Общественный транспорт – вообще-то удивительное место. Уже хотя бы потому, что здесь временами скапливаются люди – ну, это такие биосоциальные существа, которым, в принципе, свойственно скапливаться. Это не всегда хорошо заканчивается (например, похороны товарища Джугашвили в 53 году прошлого века), однако же, и далеко не всегда плохо (мой последний день рождения, в который мне подарили шоколадное яйцо и майку с надписью «главное повнимательнее»). Так вот, по моему личному убеждению, скапливаться – это прекрасно, это замечательно, это зачастую сулит веселье и некоторую развязность в поведении, это дарит радость общения и новых знакомств, но… Только не в общественном транспорте! Потому что люди садятся сюда не для веселья, не для знакомств и развязно тут себя вести не следует – это произошло в силу обстоятельств, не по доброй воле, их заставили быть здесь в данную минуту те, у кого есть личный транспорт – большие начальники, боссы, командиры, но и не только они. В итоге мы получаем раздраженных, злых, недовольных и усталых людей, что не может не настораживать. Отсюда вывод: пойду-ка я пешком…
…Но не в этот раз.
……………………………………………………………………………………………………..
«Зайцем» на электричке я ехал впервые, если, конечно, не считать московское метро. Мне доводилось много раз обкрадывать государство в троллейбусах, несколько раз в автобусах и даже пару раз в маршрутках (хотя в данном случае я не уверен в том, что обкрадывал государство), но электропоезд – это же совсем другой масштаб. Здесь нужно держать ухо востро: могут и оштрафовать, а еще хуже - высадить в Сляднево. Но больше всего меня беспокоило не это. Я боялся глаз. Тех глаз, глядя в которые, начинаешь презирать себя точно, как того парня, ударившего у тебя на глазах посреди улицы девушку, как ту продавщицу, что брезгливо подала тебе дешевый майонез, наконец, отыскав его под грязным прилавком, как всех тех, кто с безразличием оставляет за собой кучу пластмассово-полиэтиленовой дряни среди той самой природы, на которую ходили отдыхать. А глаза эти могут быть, чьи угодно: контролера (особенно, если это женщина), других пассажиров, иногда даже людей, стоящих на платформе. И ощущение это бывает невыносимо – это стыд, друзья мои, это совесть. Впрочем, определив таким образом, что они у меня есть и, заметив «глаза» в надвигающемся на меня проеме двери, я очень быстрым шагом направился в следующий вагон. Войдя внутрь, я чуть снизил темп – не хотелось вызвать «глаза» на себя, выдав свою подлую «заячью» сущность суетой в ногах и паникой во взгляде. Я шел, не оглядываясь, пока не уперся в дверь машиниста, где меня, наконец-то, настигло относительное спокойствие и умиротворение. Я закурил…

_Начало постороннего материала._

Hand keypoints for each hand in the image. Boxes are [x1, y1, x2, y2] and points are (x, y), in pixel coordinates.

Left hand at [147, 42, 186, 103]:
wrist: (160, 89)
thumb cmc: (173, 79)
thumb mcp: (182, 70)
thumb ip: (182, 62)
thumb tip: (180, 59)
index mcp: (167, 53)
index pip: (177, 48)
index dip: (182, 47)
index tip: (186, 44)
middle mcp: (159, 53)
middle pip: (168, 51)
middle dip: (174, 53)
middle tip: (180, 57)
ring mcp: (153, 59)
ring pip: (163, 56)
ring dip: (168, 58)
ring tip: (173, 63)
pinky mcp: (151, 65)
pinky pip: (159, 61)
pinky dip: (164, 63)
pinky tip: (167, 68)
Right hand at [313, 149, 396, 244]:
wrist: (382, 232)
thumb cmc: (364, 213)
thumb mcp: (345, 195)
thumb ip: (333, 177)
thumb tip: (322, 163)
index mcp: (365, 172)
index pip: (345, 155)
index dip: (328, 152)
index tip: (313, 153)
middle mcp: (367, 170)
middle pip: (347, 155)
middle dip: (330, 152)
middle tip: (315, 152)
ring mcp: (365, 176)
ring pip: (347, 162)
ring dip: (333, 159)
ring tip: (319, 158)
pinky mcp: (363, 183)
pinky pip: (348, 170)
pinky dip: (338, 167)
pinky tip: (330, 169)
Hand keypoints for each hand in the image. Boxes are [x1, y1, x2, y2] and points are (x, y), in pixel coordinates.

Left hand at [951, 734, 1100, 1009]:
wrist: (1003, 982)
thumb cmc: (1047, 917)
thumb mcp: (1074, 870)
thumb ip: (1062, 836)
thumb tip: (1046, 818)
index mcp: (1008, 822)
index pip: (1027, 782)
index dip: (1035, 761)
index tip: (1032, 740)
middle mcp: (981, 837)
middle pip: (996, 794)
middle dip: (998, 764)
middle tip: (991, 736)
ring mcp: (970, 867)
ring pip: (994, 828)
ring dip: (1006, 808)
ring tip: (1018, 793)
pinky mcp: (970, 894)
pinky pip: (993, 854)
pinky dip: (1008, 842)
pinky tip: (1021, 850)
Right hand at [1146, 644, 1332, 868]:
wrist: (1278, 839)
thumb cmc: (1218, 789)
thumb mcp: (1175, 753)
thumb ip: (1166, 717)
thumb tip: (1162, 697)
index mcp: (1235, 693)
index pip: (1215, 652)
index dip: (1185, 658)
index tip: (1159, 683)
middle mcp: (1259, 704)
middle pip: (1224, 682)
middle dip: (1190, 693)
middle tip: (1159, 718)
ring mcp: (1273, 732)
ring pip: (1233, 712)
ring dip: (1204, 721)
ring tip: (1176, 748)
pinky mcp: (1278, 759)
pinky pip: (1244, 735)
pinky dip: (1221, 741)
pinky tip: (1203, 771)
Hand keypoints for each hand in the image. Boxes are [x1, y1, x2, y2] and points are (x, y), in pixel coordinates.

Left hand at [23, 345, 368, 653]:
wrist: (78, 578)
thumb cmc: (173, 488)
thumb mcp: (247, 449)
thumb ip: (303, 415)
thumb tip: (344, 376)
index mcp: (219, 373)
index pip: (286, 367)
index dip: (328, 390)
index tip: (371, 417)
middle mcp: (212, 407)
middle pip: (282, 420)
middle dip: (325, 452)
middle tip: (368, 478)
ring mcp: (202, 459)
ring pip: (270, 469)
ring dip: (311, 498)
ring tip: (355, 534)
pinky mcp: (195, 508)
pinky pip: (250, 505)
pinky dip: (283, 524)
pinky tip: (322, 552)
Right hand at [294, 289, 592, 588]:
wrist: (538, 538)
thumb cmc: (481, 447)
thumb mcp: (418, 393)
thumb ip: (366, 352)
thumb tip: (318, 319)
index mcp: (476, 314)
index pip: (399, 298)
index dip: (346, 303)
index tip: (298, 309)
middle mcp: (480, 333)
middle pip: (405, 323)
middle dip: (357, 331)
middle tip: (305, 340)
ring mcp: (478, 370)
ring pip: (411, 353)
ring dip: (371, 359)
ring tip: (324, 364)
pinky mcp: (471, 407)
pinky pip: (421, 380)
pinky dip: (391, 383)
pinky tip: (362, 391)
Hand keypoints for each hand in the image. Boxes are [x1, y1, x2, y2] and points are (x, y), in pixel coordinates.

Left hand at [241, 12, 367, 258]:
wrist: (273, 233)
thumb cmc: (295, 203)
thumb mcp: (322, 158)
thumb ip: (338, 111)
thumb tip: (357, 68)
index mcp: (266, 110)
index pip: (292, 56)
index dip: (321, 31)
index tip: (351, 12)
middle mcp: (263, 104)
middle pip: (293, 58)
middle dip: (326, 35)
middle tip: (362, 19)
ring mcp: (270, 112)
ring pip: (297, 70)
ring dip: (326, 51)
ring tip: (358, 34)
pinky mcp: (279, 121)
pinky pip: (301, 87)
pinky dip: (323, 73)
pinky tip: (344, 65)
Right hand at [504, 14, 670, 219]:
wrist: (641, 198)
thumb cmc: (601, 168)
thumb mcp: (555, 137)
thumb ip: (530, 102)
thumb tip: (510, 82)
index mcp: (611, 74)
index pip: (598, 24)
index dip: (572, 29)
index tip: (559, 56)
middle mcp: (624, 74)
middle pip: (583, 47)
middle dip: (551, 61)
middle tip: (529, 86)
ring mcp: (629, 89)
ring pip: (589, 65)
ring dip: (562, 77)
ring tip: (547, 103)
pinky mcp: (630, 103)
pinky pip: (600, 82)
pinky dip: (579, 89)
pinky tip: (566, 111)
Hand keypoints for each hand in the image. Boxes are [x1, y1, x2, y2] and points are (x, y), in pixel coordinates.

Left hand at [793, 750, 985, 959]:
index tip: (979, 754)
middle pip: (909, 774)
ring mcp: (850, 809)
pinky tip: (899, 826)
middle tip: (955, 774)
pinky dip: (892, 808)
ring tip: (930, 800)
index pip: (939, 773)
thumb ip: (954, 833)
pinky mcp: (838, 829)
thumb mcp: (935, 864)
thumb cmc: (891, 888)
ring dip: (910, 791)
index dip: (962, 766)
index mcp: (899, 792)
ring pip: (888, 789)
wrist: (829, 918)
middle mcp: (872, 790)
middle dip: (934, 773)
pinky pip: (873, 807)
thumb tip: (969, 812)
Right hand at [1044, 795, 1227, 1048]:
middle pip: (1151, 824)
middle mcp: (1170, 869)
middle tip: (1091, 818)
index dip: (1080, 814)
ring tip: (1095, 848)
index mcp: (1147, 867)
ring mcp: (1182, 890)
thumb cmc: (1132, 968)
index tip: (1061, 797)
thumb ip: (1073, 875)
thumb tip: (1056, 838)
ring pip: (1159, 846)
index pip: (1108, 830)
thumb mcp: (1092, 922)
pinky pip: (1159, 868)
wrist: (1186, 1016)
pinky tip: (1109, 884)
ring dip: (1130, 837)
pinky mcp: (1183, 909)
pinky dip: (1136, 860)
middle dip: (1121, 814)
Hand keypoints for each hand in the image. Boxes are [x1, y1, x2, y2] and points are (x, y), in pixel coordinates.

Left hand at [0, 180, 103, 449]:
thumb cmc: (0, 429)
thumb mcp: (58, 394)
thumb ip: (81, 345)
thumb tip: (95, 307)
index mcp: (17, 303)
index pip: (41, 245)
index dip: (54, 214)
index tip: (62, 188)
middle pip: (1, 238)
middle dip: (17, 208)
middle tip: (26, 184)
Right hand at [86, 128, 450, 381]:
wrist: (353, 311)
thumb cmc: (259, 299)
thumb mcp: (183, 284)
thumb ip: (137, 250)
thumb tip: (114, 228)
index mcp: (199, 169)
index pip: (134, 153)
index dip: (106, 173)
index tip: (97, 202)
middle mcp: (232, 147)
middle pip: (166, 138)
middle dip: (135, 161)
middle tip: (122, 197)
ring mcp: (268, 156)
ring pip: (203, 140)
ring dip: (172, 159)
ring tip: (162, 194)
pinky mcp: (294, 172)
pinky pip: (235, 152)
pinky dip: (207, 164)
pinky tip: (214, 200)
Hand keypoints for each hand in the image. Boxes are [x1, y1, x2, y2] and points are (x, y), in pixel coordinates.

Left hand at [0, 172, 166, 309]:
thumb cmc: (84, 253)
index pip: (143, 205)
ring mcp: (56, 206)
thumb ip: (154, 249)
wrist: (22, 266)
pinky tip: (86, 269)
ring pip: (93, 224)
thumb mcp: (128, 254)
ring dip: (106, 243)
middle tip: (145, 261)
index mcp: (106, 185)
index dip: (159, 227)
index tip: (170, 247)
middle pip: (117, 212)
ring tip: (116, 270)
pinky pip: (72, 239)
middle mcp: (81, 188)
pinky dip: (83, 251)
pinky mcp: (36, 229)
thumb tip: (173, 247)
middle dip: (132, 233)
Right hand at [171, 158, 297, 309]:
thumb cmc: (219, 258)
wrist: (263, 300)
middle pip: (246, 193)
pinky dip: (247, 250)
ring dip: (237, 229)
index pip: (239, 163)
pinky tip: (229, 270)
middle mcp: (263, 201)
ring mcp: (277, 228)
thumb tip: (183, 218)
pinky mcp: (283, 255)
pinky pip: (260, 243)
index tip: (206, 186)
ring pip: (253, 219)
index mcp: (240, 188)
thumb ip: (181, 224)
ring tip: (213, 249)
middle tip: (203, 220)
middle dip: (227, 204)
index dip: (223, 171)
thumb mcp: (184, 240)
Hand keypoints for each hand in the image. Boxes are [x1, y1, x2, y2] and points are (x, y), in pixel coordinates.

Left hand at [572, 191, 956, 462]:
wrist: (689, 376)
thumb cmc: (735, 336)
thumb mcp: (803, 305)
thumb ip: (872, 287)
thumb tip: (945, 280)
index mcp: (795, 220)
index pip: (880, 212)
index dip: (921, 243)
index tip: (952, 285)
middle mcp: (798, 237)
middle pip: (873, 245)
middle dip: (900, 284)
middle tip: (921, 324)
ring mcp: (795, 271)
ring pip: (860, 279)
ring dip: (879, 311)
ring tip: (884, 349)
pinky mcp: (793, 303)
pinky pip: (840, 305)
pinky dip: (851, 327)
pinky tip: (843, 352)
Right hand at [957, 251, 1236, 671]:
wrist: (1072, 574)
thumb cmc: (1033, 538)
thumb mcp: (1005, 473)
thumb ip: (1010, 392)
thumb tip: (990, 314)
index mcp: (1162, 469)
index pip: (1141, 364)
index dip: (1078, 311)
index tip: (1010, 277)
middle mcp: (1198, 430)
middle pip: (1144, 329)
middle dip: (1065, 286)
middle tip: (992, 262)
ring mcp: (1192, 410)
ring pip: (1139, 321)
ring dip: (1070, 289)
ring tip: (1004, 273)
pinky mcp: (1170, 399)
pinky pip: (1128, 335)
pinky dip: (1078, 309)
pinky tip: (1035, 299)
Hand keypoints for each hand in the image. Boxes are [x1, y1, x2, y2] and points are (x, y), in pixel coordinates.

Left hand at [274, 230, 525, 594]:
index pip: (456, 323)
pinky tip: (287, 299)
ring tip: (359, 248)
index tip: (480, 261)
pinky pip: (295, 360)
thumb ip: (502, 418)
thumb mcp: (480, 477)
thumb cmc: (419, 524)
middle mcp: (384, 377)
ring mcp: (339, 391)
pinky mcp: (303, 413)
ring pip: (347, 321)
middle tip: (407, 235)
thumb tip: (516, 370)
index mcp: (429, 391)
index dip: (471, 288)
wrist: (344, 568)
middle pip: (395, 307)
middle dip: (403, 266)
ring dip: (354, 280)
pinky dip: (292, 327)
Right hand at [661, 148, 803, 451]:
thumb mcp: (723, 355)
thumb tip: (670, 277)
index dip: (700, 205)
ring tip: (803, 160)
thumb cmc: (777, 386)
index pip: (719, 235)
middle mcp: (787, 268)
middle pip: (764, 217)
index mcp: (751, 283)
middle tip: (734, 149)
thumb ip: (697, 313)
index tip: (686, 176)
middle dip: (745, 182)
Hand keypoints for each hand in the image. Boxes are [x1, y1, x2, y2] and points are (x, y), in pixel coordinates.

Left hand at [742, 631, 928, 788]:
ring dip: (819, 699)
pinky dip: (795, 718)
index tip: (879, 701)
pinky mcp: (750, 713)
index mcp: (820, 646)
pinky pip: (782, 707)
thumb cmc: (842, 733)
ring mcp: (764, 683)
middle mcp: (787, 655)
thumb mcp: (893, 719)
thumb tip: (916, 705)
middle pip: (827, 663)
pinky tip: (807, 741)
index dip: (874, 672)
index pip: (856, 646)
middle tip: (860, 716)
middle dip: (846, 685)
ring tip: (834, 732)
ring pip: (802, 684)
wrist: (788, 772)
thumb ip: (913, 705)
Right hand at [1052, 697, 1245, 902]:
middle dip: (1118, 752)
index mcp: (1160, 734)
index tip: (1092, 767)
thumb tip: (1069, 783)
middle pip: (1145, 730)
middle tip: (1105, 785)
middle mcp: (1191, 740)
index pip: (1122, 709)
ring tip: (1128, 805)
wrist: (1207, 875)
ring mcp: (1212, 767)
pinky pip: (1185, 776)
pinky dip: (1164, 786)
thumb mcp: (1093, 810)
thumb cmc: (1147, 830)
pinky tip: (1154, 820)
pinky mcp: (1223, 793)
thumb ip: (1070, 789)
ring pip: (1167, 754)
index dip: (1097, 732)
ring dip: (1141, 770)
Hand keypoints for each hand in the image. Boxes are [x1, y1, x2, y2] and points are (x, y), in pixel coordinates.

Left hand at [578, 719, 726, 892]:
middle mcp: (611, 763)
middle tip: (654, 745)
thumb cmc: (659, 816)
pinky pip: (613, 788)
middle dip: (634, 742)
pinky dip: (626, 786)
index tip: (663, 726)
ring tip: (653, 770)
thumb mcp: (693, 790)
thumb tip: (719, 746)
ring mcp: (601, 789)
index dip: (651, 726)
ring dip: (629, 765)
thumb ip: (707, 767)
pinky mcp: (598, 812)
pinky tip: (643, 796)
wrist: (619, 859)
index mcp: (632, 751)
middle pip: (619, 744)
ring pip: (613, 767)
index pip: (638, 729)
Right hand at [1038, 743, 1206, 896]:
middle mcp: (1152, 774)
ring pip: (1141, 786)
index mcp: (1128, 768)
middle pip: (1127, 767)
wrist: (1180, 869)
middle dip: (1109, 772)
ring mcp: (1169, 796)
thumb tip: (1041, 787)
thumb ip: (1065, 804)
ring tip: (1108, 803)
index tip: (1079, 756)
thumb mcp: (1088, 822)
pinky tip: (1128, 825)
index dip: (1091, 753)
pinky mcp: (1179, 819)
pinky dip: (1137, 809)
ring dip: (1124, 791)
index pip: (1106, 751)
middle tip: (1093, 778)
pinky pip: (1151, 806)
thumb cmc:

По идее, не знаю, по чьей, просто по великой всемирной литературной идее, сейчас я должен плавно перейти к описанию природы за окном поезда. К тому же там действительно было, что описывать: выжженные на солнце ели по пути от станции Суходрев напомнили мне «зону» Тарковского, собственно, как и все остальное, что там мелькало – этакое безжизненное лоно провинциальной природы, гербарий Творца. Казалось, рыба в этих реках никогда и не водилась, птицы слиняли отсюда еще с первой волной эмиграции, а насекомые, если и есть, то двигаются со скоростью зажеванной пленки. Представьте себе картину Васнецова, исполненную в классическом пейзажном стиле, дорисованную Босхом и подкорректированную учеником седьмого «Б» класса на обложке учебника отечественной литературы. Но нет, нет, нет – кажется, я уже начал это делать. Описание природы – это ведь именно то, что я сам всегда перелистывал, пробегал взглядом, читал по диагонали, и то, из-за чего так и осталась недочитанной «Война и мир». Маяковский о природе писал кратко: «Вокруг цвели чудеса ботаники…», - черт побери, как минималистично и в то же время насыщенно и емко. Природу не надо буквально или метафорично копировать на лист бумаги, важно вызвать у читателя эмоции, заставить пережить его еще раз тот закат или тот весенний паводок, который он, безусловно, тысячу раз видел, но теперь уже в контексте моего повествования. Зачем человеку перенимать чьи-то чувства и ощущения, ведь у него есть свои. В конце концов, в коровьей лепешке, в которую ты когда-то наступил, оказалось намного больше правды, чем в газете с тем же названием.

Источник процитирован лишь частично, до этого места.